The title of Joanna Cook's monograph, Meditation in Modern Buddhism, does not do justice to the scope of its content. In her study, based on fifteen months of fieldwork in a monastery on the outskirts of Chiang Mai in northern Thailand, meditation serves as the medium through which she weaves a narrative that addresses not only meditation as technique and telos, but the place, role, and status of white-robed female monastics (Thai: mae chi) in relationship to saffron-robed male monastics (bhikkhu) and laity, and the symbiotic relationship between monastic practice and experience and Theravāda doctrinal teachings. The value of Cook's study lies not only in the information it provides the reader about vipassanā (insight) meditation per se, but the way in which meditation at "Wat Bonamron" (the name she gives to the monastery) becomes a prism through which to refract gender within a monastic context, and a window onto the perennially vexed question of the relationship between religious practice and doctrine, the "interiorization and experience of soteriological Buddhist [End Page 171] principles" (p. 174). In regard to the first, Cook contends that unlike a bhikkhu, a mae chi's sacred status betwixt and between monk and laity does not result from an attribution derived from ordination but from behavior and demeanor, guarding the precepts and the embodiment of mindful awareness. In regard to the latter, Cook ascribes to seminal Buddhist teachings, in particular, not-self (anattā), an a priori and a posteriori function in relationship to monastic practice, especially intense meditation experience. That is, the ascetic interiority engendered by meditation—the formation of the ascetic self—is informed by but also confirms the teaching of not-self.

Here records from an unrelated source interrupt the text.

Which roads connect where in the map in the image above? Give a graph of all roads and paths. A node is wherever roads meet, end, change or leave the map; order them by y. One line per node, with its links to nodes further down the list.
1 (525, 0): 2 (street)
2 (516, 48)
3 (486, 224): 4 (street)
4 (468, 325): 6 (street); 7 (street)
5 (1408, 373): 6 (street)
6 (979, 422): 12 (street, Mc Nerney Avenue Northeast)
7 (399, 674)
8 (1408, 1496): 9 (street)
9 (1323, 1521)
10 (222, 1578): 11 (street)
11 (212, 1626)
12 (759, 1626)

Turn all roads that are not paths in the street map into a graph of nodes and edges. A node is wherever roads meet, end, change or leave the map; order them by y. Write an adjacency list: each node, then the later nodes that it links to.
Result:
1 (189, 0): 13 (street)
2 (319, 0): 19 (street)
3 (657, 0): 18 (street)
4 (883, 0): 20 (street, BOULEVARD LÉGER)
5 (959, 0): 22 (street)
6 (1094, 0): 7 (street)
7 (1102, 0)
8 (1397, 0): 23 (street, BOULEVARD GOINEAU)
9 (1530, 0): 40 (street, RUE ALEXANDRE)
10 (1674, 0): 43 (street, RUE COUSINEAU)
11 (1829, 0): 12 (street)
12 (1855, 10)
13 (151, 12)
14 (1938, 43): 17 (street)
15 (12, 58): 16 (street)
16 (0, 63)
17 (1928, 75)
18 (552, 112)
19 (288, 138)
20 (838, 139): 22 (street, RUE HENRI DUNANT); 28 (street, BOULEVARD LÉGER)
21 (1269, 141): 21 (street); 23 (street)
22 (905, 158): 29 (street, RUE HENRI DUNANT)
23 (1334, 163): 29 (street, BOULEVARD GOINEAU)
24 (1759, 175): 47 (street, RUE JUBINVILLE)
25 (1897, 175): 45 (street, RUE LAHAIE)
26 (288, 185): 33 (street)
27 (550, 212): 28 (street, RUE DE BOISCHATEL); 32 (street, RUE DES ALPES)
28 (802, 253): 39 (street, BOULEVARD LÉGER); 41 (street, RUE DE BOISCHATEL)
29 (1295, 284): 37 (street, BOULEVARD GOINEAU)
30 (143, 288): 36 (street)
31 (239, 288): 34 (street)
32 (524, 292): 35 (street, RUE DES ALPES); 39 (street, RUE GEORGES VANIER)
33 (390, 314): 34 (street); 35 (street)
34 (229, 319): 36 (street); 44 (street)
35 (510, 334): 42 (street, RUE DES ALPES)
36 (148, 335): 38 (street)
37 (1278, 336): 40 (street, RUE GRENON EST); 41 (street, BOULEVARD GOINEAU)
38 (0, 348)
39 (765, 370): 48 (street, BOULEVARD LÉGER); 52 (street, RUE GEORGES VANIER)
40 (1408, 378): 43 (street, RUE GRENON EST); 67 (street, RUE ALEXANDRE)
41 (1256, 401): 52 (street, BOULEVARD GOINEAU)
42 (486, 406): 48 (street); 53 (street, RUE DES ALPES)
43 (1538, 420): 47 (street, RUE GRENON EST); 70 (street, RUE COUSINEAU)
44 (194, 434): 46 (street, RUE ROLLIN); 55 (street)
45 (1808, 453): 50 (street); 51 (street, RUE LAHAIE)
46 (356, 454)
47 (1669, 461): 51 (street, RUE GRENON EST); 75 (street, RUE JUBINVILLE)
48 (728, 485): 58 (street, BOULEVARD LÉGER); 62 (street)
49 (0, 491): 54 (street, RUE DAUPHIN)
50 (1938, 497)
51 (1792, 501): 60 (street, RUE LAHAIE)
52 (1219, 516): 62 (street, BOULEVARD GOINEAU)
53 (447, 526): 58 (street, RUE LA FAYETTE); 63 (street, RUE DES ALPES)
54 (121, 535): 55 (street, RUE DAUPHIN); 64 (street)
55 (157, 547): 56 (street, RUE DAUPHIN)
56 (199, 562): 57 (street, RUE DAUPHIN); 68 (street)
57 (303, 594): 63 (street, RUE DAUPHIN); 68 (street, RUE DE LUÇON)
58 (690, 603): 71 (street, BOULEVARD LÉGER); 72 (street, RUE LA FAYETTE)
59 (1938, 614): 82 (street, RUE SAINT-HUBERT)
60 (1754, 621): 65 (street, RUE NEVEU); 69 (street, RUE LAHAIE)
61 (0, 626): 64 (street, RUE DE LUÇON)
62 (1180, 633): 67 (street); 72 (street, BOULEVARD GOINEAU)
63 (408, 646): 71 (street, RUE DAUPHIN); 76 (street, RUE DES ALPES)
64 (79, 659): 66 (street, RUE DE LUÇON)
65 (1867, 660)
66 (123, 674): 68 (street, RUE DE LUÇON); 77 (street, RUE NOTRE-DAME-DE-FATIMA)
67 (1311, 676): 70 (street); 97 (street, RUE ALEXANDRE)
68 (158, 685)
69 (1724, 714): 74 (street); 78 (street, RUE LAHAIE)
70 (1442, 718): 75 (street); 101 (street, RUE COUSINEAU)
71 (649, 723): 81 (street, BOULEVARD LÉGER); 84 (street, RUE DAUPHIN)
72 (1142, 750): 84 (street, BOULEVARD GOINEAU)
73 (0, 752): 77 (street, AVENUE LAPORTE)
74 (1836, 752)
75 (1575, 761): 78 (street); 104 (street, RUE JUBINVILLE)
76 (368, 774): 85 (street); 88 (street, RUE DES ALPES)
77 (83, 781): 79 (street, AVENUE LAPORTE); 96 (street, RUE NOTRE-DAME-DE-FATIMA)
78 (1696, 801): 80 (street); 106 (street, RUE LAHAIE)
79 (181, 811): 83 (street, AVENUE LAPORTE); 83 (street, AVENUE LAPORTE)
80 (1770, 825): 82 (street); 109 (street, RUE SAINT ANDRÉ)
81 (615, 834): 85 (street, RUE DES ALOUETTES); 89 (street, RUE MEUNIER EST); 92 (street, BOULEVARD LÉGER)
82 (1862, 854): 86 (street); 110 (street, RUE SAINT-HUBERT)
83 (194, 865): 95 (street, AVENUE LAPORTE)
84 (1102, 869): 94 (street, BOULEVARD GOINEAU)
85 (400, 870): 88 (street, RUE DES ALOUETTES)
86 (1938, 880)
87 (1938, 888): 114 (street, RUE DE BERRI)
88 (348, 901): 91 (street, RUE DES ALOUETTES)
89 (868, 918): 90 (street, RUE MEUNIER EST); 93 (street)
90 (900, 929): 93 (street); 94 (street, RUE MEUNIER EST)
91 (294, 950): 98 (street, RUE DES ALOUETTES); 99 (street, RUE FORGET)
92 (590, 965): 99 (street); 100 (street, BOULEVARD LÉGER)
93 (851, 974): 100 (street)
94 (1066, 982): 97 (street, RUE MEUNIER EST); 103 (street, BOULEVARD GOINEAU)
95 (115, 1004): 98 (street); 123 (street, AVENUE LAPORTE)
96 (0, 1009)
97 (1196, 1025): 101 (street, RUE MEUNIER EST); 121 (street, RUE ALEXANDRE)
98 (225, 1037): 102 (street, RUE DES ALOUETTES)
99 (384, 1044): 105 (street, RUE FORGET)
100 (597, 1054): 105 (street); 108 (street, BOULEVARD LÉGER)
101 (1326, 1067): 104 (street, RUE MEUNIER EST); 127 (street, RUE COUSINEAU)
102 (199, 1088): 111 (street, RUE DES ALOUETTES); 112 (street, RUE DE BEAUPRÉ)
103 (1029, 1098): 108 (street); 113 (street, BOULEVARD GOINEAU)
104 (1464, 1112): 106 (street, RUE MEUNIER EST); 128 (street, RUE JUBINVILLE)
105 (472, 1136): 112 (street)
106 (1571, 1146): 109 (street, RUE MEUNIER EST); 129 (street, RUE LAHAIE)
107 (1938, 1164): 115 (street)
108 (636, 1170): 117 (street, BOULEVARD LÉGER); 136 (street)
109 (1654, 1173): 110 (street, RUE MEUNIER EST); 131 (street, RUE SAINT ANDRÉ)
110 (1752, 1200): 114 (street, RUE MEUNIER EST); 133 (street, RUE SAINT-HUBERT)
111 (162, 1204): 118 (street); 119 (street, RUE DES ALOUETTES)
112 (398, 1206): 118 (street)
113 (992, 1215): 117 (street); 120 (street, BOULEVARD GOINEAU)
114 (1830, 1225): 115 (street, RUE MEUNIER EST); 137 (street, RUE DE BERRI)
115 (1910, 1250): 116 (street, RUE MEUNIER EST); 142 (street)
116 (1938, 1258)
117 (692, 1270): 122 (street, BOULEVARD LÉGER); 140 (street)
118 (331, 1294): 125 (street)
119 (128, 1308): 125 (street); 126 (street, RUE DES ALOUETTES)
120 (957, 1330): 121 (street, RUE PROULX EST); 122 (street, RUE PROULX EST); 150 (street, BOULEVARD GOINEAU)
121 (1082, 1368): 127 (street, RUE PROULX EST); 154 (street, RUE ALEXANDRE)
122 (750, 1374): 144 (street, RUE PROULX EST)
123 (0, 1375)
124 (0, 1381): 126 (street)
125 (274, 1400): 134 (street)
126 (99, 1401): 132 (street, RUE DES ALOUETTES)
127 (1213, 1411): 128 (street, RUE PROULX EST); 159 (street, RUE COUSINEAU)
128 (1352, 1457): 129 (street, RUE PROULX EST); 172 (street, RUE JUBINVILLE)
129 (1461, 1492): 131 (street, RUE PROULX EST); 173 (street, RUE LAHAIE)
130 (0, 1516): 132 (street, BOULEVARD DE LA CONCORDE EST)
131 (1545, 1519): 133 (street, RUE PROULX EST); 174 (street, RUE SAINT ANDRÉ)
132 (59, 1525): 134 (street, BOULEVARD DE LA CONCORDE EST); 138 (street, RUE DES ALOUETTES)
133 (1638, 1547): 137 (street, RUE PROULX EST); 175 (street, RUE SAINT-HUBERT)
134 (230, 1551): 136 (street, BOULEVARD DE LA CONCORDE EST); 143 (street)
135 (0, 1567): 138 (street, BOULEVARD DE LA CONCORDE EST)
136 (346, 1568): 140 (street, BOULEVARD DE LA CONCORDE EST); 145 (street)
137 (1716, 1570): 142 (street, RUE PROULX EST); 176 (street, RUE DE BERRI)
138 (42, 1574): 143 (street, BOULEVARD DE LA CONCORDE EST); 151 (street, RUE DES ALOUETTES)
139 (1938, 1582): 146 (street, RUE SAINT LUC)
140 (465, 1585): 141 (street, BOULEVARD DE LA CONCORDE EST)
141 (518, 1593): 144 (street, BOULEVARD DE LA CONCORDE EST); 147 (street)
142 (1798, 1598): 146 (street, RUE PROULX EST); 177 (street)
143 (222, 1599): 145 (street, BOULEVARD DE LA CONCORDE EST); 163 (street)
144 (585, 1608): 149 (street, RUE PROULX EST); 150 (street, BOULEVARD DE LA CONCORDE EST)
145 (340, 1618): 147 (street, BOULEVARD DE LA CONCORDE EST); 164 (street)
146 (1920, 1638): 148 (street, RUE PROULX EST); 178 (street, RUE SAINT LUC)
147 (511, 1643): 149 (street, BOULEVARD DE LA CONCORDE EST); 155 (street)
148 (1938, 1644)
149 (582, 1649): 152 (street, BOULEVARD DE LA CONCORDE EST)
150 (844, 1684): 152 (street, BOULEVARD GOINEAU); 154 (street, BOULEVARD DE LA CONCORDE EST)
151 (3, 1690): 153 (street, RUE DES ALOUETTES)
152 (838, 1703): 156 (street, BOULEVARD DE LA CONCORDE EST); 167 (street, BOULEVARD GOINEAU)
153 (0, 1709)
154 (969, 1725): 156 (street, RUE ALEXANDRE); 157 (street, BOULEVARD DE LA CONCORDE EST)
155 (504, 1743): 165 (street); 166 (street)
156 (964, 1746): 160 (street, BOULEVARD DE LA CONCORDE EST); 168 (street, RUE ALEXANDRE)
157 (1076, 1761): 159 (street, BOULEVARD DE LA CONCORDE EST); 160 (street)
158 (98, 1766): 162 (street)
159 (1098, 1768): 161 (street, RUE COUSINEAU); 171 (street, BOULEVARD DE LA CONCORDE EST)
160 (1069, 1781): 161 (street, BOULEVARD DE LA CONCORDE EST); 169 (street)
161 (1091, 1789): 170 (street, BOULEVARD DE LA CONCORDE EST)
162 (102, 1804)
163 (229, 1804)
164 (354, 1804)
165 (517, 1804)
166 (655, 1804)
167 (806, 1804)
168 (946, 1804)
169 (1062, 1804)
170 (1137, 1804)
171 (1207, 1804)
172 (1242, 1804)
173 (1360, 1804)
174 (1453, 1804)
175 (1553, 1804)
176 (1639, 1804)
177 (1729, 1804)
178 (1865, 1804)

Above and beyond participant-observer research strategies of observation, interviews, surveys, and questionnaires, Cook participated fully in the life of the monastery. She ordained as a mae chi, fasted from noon to six A.M., engaged in daily meditation six hours a day, and participated in arduous five-day meditation retreats. As a result, Cook's account incorporates not only thick description and cogent analysis that references a wide range of Buddhalogical, religious studies, and anthropological scholarship—for example, Michael Carrithers, Stephen Collins, Louis Dumont, Lindberg Falk, Gavin Flood, Charles Keyes, Justin McDaniel, and Stanley Tambiah—but also normative observations based on her own experience. ("Intensive embodied practice . . . provided a way of understanding abstract concepts of 'truth'" [p. 22].) From the betwixt-and-between vantage point of mae chi, Cook challenges the simplistic distinction between "monk" and "laity" and argues for a more nuanced, multivalent delineation of the plural roles performed by the range of those involved in the life and routines of a Thai wat (monastery). Cook also proposes that the contemporary resurgence of monastery-based religious practice in Thailand, especially meditation among mae chi and lay practitioners, is better understood under the rubric "monasticisation" rather than the familiar, more conventionally used term "laicization."

Cook contextualizes her study of Wat Bonamron (chapter 2, "Meditation and Religious Reform") by examining the resurgence of vipassanā meditation in Thailand "in tandem with the hybrid processes of reform, localism, and commoditization" (p. 26). Rather than seen in isolation, this development is framed within the broader context of the proliferation of new movements and alternative, often hybridized, religious practices as a way of maintaining meaningful identities in the face of the "crisis of modernity": the "authentic simplicity of meditation" in the face of commodification of Thai culture, the decrease in the moral authority of the sangha, and the "decentralization of religiosity" that extends from the cult of individual charismatic monks (e.g., Luang Ta Mahabua) to monastic based movements (e.g., Santi Asok, Wat Dhammakaya) and urban-based, lay-centered, socially engaged Buddhist groups and organizations (e.g., Sekkhiyadhamma).

The central chapters of Cook's study provide a detailed description and analysis of her ordination as a mae chi, and the organization, activities, and constitutive participants of the Wat Bonamron community. Founded in the late...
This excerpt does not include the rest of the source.